Organised by Glynn Vivian Art Gallery in collaboration with Dr. Zehra Jumabhoy (Associate Lecturer, Art History, Courtauld Institute of Art, London) & Prof. Daniel G. Williams (Professor of English, Swansea University).
South Asia and Wales have had a long – if not always loving – liaison; stretching back to the earliest years of Britain's socio-political infiltration of the Subcontinent. And, given Wales' own status within the larger British narrative, the encounters have often been more collaborative than the history of Colonialism would lead one to assume:
Ernest Rhys wrote the first English-language biography of the Indian poet and artist Rabindranath Tagore; Welsh nationalism drew much from the non-violent anti-Colonial politics of Gandhi; Aneurin Bevan developed a late friendship with Jawaharlal Nehru. There have even been some academic forays into tracing the similarities between ancient Vedic myths and Celtic legends; between gods and fairies. Yet, for all its richness, this relationship – like much else when it comes to Britain's acknowledgement of Wales – has been largely overlooked.
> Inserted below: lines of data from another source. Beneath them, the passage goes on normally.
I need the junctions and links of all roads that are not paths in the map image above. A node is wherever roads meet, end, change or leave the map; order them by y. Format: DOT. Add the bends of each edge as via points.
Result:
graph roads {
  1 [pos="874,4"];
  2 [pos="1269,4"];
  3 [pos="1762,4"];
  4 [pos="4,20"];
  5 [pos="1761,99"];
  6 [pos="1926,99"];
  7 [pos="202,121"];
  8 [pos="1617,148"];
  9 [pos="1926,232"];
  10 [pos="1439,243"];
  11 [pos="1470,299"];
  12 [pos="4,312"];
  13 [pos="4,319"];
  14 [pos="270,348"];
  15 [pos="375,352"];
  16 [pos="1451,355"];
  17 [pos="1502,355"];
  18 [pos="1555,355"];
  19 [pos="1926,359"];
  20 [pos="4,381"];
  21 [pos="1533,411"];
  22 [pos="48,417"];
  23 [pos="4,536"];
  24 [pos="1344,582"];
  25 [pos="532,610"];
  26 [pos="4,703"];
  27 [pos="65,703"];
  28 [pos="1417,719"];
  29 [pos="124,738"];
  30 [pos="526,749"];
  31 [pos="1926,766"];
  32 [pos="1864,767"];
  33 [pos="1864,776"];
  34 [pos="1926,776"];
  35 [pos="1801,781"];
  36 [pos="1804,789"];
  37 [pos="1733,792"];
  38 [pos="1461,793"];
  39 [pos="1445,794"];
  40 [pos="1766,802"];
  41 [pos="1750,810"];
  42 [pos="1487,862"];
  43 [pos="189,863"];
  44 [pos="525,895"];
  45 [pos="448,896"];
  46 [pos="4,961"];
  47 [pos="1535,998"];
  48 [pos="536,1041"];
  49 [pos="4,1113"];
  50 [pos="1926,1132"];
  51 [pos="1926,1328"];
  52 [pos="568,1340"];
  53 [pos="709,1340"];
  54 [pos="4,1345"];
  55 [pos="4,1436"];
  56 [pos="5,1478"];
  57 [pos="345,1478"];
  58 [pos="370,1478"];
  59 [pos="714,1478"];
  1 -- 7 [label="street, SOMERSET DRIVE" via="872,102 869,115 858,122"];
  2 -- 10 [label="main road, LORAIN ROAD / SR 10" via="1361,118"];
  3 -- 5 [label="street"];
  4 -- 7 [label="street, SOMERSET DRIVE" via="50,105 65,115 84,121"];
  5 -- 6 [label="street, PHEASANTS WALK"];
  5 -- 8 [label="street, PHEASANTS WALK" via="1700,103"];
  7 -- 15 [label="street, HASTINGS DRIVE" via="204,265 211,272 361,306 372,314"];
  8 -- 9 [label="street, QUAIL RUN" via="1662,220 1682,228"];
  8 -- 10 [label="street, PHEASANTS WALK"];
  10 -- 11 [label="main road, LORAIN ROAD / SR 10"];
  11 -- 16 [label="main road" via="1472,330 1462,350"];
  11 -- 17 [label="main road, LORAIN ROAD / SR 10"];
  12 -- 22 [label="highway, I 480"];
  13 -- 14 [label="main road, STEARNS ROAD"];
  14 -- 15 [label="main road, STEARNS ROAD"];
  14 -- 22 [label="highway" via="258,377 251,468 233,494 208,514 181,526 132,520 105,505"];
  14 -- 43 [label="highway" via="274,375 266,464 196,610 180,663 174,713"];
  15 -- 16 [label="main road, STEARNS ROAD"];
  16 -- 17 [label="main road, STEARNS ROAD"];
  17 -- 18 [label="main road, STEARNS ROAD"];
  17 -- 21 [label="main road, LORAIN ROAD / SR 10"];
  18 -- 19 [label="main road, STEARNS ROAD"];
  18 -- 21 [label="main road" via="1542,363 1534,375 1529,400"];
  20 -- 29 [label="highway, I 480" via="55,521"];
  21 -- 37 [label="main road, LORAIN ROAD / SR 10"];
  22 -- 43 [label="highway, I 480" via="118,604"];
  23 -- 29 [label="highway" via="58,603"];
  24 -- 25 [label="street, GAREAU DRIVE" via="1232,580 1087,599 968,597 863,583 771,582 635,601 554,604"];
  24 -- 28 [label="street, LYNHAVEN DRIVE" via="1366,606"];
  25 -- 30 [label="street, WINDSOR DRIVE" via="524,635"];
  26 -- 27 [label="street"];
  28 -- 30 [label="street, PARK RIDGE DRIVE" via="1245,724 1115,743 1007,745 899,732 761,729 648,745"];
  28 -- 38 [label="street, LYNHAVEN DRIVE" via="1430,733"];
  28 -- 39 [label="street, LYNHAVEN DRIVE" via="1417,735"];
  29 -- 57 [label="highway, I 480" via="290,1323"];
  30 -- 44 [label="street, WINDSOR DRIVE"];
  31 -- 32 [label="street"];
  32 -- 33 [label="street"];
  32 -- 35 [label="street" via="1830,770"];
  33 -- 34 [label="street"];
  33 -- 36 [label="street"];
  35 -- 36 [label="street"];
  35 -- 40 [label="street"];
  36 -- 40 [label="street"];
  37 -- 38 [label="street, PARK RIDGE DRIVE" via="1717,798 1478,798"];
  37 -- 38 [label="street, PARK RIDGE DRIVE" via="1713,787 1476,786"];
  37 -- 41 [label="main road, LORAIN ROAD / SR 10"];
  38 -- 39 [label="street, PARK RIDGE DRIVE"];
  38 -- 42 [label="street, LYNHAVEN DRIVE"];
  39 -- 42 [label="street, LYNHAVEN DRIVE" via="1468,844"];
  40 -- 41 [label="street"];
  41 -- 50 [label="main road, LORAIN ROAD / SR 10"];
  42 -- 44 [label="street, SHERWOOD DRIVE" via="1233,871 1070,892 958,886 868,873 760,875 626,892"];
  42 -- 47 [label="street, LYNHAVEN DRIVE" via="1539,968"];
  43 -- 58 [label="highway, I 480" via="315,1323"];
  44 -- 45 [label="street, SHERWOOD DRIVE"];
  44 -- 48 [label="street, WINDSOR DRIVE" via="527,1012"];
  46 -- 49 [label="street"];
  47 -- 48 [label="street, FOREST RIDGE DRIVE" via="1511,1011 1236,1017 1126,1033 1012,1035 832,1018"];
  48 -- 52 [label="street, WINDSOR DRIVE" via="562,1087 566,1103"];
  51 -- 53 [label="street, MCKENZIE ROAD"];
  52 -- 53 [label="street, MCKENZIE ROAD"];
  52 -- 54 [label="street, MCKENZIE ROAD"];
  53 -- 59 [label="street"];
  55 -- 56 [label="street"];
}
While the Irish and Scottish connections with South Asia have been explored, there has been little concentrated study on the various cultural, religious, political and mercantile conversations between South India and Wales. This seminar is part of a project to right a historical wrong in the build-up to a major exhibition highlighting Welsh and South Asian artists, and it offers a platform for inter-cultural and multi-disciplinary debates.
The panels will explore the themes of Welsh Landscapes, Art and Nationalism, Economics, Culture and Empire, Cultural Interactions and Robert Clive: Collections and Gifts.
The two days will also include a chance to look explore the gallery’s permanent and contemporary exhibitions during an after-hours drinks reception in the Glynn Vivian on 13 May from 6pm.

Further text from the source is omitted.